26 giugno 2019. Dopo una campagna di sensibilizzazione durata dieci mesi con oltre 85.000 firme raccolte, gli attivisti pro Tibet e a difesa dei diritti umani esultano per la decisione di Google di rinunciare a progetto Dragonfly.
Il 20 giugno, durante l’annuale assemblea degli azionisti, Google ha confermato di aver rinunciato alla realizzazione del “Progetto Dragonfly” con il quale il gigante del web avrebbe voluto rientrare in Cina creando un motore di ricerca a misura di regime che avrebbe oscurato immagini, link e parole chiave sgradite a Pechino quali “diritti umani”, “democrazia”, “Dalai Lama”, “Tibet”, “protesta studentesca” e altre legate al presidente Xi Jinping o alla dissidenza interna cinese. Ricordiamo che nel 2010 Google decise di uscire dal mercato cinese proprio per le crescenti ingerenze di Pechino. Con il progetto Dragonfly – che avrebbe dovuto essere operativo entro il 2019 – Google, attratta dalla vastità e dalla crescente importanza del mercato cinese, si proponeva di tornare ad operare in Cina.

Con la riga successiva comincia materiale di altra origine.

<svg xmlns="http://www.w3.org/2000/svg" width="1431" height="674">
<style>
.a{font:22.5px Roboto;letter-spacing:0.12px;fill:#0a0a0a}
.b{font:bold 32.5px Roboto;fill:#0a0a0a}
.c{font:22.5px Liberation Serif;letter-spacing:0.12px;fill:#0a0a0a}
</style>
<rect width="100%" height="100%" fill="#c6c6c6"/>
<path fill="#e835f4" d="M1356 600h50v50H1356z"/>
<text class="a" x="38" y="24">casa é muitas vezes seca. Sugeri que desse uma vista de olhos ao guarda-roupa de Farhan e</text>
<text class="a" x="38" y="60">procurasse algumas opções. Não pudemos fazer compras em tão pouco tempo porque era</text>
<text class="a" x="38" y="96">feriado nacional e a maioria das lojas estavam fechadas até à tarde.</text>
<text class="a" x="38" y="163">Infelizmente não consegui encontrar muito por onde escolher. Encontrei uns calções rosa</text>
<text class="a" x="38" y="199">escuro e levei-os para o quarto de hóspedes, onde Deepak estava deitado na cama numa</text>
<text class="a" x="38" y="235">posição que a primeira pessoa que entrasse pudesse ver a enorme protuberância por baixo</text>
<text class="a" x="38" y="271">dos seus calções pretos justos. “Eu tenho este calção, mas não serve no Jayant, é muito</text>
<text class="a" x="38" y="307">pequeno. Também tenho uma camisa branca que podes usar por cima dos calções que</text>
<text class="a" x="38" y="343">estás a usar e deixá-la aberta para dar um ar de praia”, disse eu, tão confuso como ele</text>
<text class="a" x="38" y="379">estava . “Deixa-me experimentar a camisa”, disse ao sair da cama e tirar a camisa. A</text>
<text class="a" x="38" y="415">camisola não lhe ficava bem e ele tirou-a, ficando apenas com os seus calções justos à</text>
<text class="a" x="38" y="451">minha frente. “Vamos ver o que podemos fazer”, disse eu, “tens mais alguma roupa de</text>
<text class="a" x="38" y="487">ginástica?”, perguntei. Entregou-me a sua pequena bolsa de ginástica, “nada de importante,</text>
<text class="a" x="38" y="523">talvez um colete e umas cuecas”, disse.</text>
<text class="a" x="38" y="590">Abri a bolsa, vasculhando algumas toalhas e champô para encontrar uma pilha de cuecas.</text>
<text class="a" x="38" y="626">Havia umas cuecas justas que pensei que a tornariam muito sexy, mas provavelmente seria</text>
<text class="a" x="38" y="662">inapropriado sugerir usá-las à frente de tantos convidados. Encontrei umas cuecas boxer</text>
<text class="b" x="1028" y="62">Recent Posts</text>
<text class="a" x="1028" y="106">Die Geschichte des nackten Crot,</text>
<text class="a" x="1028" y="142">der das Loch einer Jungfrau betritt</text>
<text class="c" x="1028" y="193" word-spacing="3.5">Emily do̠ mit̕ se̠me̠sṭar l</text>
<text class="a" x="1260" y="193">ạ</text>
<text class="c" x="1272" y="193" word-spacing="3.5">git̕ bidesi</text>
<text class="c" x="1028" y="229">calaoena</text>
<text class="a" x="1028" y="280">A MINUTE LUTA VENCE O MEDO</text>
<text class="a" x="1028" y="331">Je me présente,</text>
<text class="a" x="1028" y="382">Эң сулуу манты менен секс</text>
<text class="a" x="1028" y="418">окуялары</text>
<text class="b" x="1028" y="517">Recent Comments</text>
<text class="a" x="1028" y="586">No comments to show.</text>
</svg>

La campagna condotta per dieci mesi da una coalizione di attivisti che includeva, tra gli altri, Free Tibet, Students for a Free Tibet, International Tibet Network, il Congresso Mondiale degli Uiguri e SumOfUs, ha consentito di esercitare con successo la dovuta pressione sul colosso del web ricordando ai suoi dirigenti che l’iniziativa avrebbe consentito a Pechino di giustificare le violazioni dei diritti umani perpetrate nei confronti della gente del Tibet, dello Xinjiang e degli stessi dissidenti cinesi.